I have few basic questions.

1. Is it possible to obtain the number of cycles taken by a function without the use of the profiler? is there any hardware counter or some thing like that in DM6446 hardware.

2. With the number of cycles how do i calculate the time taken by DM6446 say at 513 MHz?

3. Can I perform floating point multiplications on DM6446? I have a 3x3 filter with floating point coefficients. On the simulator CCSv3.3 i am able to multiply two floating point values.  will the same code work on the hardware?

Thank you

  • Ramprasad said:

    3. Can I perform floating point multiplications on DM6446? I have a 3x3 filter with floating point coefficients. On the simulator CCSv3.3 i am able to multiply two floating point values.  will the same code work on the hardware?

    Thank you

    I think IQMath lib will help you to deal with float calculation on DM6446.

  • 1.  This is a complex questions as DM6446 has an ARM and DSP core; therefore, this would depend on where your function is.  A tool you may find very helpful is our SoC Analyzer tool; this is a post-mortem tool that will allow you to see where time is being spent in your system down to the function level in both ARM and DSP side  (see http://wiki.davincidsp.com/index.php?title=SoC_Analyzer for more details).
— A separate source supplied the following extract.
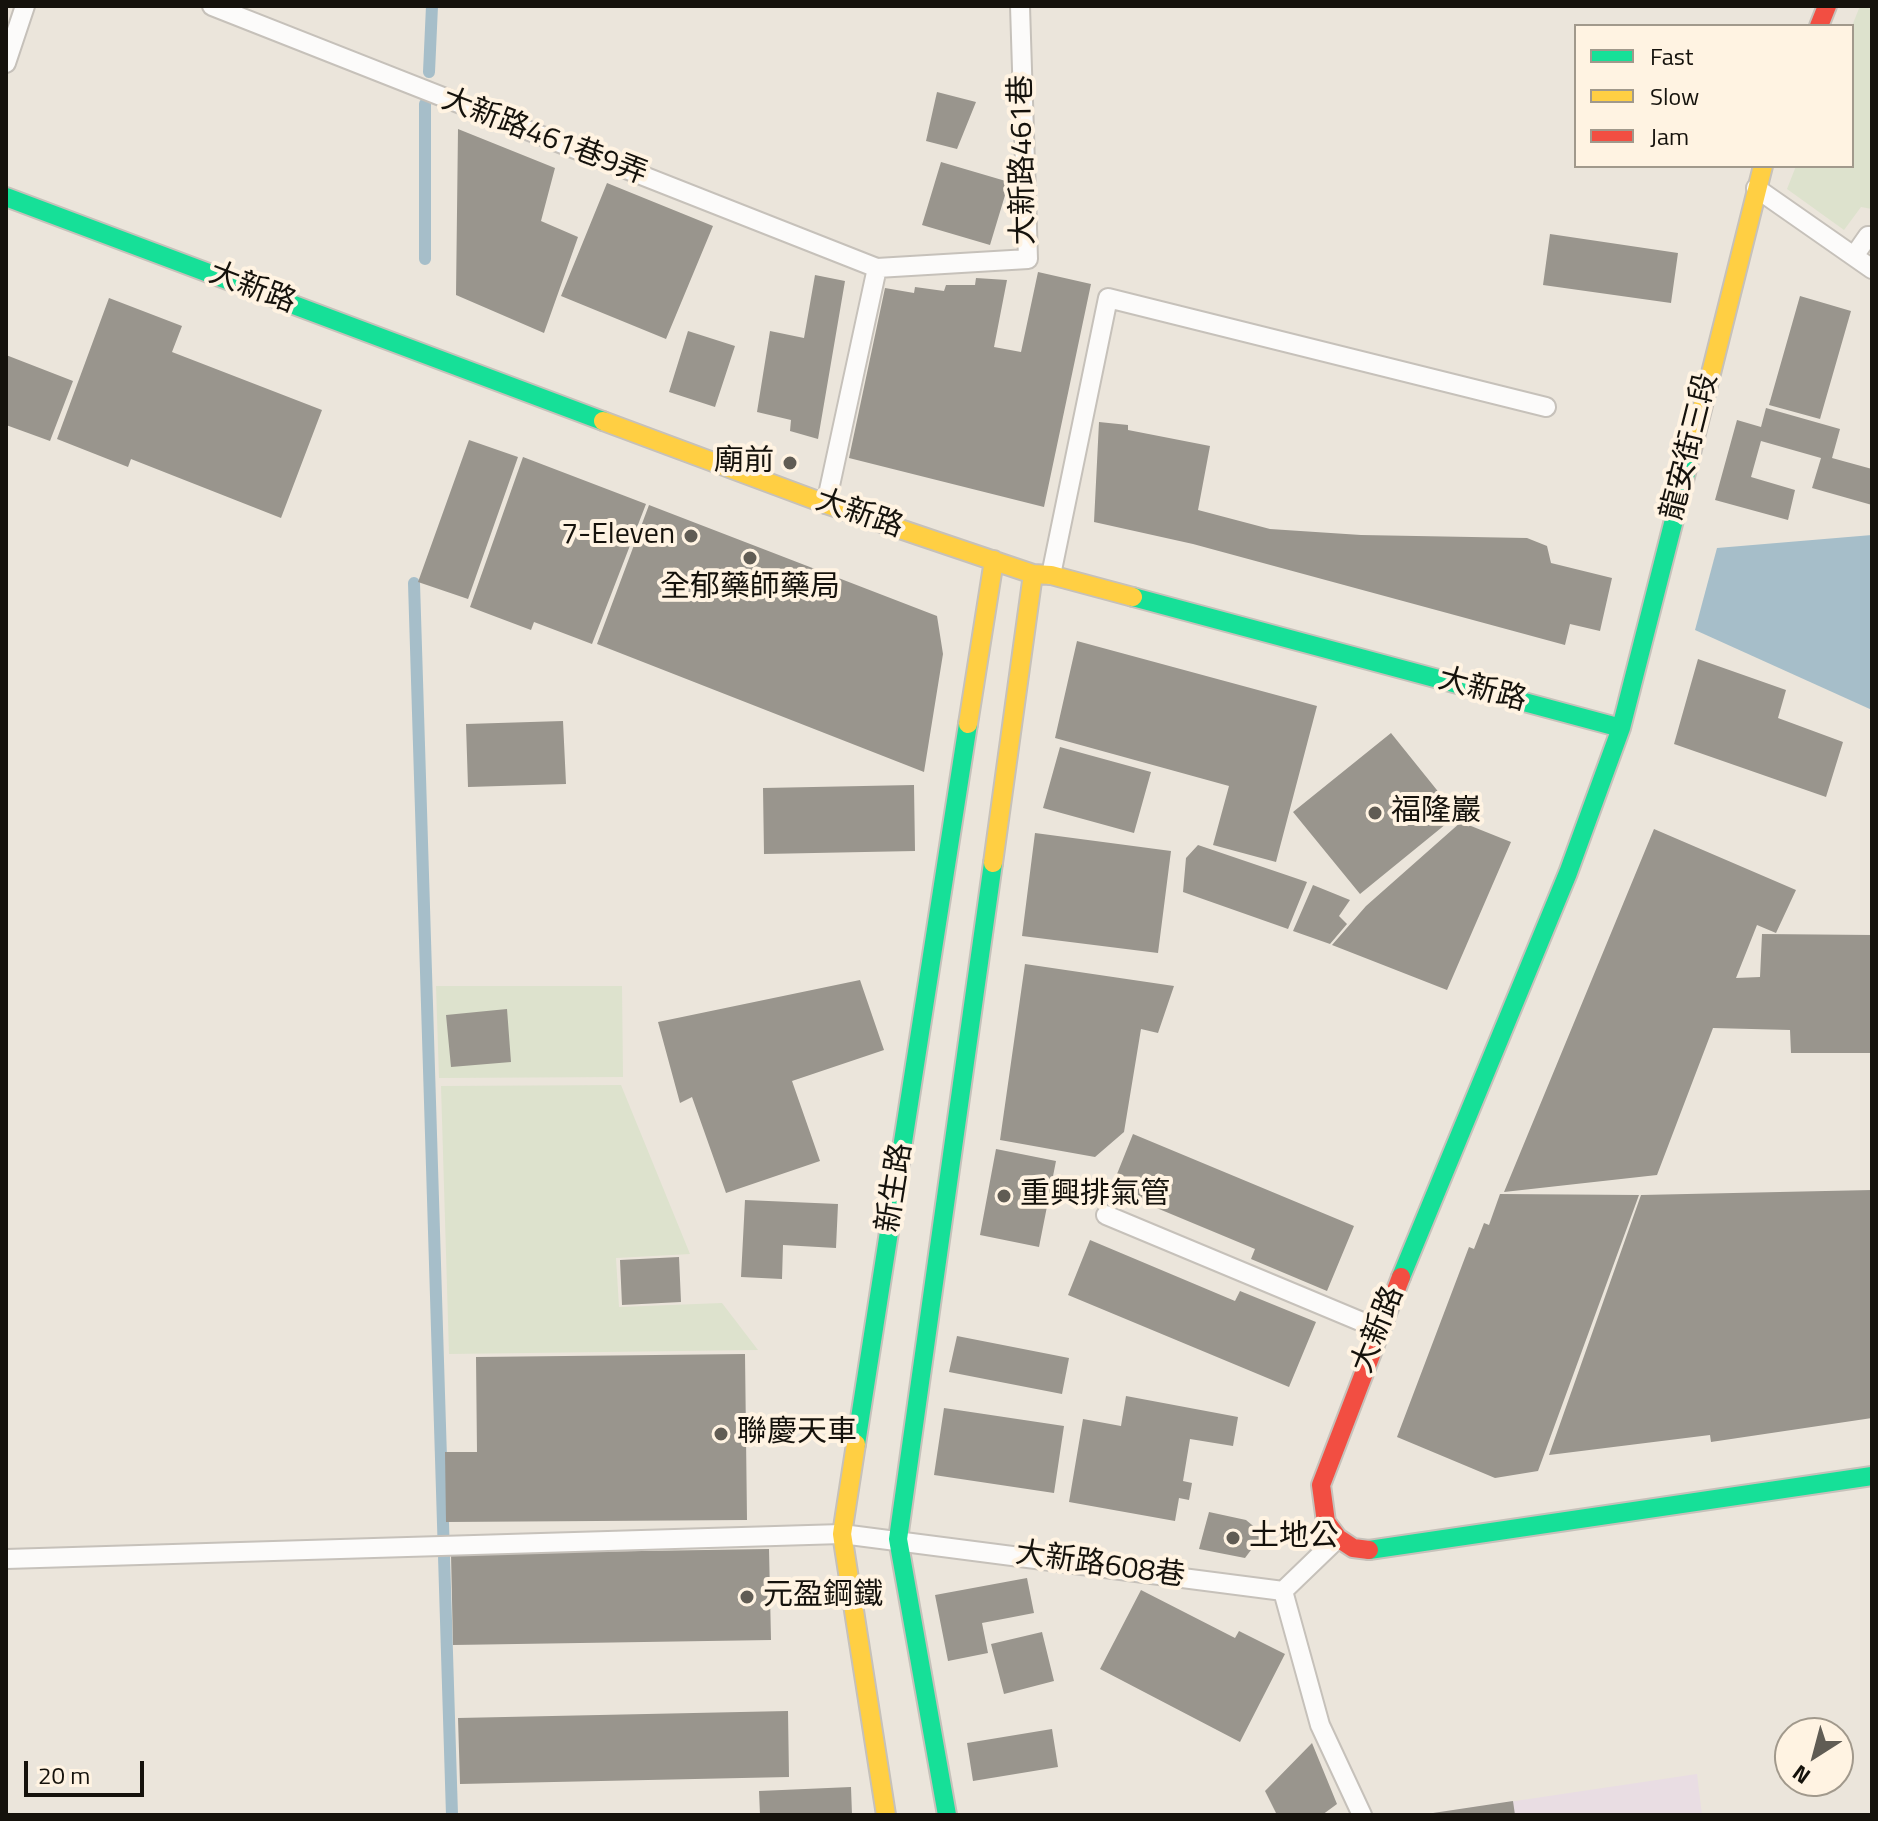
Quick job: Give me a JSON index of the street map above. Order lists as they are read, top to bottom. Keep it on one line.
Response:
{"streets":{"main road":["大新路","龍安街三段","新生路"],"lane":["大新路461巷9弄","大新路461巷","大新路608巷"]},"crossings":[["大新路461巷9弄","大新路461巷"],["大新路","龍安街三段"],["大新路","新生路"],["新生路","大新路608巷"]],"places":["廟前","7-Eleven","全郁藥師藥局","福隆巖","重興排氣管","聯慶天車","土地公","元盈鋼鐵"],"legend":["Fast","Slow","Jam"],"scale_bar":"20 m","north":"bottom left"}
    2.  As part of the SoC Analyzer tool setup, you will enter the speed you are running at (e.g. 513 MHz), and the tool will give you the time.

    3. Yes, but floating point calculations will be done is software as DM644X has no floating point hardware support as some of our other DSPs.  As Lorry mentioned above, there are certain libraries that may help optimize this effort.

  • 1.       The function will run on the DSP. I am developing the algorithm as a library using the simulator and have made it xDAIS compliant (using the Hyperception's Component Wizard and have verified it using QualiTI). Do I have to worry about ARM?

    2.       From the profiler’s view under ‘cycles.Total:Incl.Total’ I have taken the number of cycles. Will “cycles/(513*1000000)” give the time taken in seconds?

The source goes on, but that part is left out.